APRA questioned on chair and deputy taking board positions
The Australian Prudential Regulation Authority (APRA) has defended its governance arrangements around members who leave the regulator and ultimately take up roles within regulated entities.
However, the chair of APRA, John Lonsdale, made clear that he did not believe any issues had arisen out of his predecessor, Wayne Byers, taking up a non-executive director role at Macquarie Bank.
Lonsdale also acknowledged that former APRA deputy chair, Helen Rowell, had taken up a non-executive role with Australian Retirement Trust (ART) less than a year after leaving APRA.
Under questioning during Senate Estimates by NSW Labor Senator, Tony Sheldon, Lonsdale said that Byers was “a bank only non-executive director at Macquarie Bank”.
“And we deal with Macquarie Bank,” Lonsdale said.
Senator Sheldon pointed out that three years ago while Byers was chair of APRA the regulator had taken action against Macquarie Bank over multiple breaches over prudential and reporting standards with some of those actions including additional capital requirements are still in effect.
The senator suggested that Byers would be “privy to confidential information about the action which Macquarie could find useful know”.

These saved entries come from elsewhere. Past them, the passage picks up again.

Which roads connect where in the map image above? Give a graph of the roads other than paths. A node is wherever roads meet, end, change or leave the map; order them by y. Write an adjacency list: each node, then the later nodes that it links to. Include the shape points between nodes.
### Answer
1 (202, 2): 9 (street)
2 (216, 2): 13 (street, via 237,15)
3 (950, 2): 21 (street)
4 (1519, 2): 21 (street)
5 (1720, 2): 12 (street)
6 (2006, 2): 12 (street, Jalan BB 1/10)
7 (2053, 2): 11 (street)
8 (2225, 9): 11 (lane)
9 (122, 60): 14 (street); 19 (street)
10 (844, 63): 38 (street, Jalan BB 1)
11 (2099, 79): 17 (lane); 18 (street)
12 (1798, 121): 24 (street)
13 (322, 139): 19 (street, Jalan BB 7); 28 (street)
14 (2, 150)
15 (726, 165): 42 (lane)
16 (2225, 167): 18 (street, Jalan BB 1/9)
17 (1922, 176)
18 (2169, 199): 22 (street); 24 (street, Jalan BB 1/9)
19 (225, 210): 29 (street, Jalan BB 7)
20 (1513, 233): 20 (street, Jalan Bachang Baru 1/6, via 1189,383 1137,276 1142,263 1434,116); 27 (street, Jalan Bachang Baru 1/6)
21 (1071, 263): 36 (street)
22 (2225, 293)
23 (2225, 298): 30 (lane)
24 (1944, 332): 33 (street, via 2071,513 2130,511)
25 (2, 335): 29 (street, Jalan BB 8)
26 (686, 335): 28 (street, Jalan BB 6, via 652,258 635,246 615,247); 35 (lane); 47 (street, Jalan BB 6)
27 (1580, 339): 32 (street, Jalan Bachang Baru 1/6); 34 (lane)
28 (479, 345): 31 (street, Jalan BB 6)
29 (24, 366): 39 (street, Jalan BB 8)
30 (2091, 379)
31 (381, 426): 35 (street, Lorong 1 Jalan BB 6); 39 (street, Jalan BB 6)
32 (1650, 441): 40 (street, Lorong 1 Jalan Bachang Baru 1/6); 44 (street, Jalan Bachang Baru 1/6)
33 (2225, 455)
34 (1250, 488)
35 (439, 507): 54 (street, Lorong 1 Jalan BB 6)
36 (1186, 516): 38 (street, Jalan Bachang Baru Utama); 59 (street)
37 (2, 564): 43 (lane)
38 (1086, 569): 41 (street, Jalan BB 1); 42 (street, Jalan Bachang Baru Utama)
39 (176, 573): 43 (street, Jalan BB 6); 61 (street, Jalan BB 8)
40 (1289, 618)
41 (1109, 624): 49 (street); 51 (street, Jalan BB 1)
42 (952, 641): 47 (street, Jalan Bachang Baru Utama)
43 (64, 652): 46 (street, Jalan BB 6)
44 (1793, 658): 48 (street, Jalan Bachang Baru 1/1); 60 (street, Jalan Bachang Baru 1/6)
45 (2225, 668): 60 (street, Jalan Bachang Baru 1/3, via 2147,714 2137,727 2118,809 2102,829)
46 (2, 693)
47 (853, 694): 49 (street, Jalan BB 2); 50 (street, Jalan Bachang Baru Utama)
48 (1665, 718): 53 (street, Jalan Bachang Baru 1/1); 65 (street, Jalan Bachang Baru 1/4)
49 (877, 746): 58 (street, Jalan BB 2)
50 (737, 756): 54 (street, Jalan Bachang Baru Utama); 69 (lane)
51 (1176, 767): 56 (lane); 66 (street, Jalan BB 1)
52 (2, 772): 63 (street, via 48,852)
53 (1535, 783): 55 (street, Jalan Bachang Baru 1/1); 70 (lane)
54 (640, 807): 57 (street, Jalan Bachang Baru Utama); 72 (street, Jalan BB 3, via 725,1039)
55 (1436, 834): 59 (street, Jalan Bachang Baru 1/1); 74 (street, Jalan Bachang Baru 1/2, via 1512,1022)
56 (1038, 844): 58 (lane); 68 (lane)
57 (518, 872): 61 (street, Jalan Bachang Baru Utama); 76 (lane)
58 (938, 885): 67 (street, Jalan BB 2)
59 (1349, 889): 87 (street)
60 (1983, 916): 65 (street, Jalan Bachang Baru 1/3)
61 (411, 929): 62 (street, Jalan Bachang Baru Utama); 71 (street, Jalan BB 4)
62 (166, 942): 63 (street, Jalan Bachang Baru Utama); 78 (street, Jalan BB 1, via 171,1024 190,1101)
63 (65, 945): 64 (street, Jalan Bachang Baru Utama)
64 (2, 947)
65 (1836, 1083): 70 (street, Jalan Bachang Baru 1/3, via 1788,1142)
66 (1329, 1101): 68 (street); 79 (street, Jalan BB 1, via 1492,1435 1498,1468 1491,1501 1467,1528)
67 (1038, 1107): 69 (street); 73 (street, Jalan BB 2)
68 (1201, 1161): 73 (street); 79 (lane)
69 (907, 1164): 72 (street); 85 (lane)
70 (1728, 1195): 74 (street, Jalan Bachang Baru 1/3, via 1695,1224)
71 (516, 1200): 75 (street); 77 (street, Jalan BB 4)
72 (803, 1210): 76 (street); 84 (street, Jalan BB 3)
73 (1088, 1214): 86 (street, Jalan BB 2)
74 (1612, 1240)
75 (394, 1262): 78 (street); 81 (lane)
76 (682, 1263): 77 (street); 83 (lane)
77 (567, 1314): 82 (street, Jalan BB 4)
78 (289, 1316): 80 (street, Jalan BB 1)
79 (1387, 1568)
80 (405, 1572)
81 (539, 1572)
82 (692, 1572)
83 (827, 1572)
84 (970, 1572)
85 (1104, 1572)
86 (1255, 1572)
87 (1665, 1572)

Lonsdale agreed that Byers, as the chair of APRA, would have had access to information but questioned whether that was “direct supervisory information” would be something different.
“Would that information be useful for Macquarie Bank to know?” Senator Sheldon asked.
Lonsdale said that if Senator Sheldon was asking whether Mr Byers knew what best prudential practice looked like, then, yes, he would know.
Lonsdale said that APRA looked very carefully at conflicts and if it saw a conflict after a member had left or joined a regulated entity very soon after leaving “it would be open to us to write to that entity and to the member to remind them of our conflict policy and the protection of information”.
He said that when a member or employee left APRA they remained covered by Section 56 of the secrecy provisions.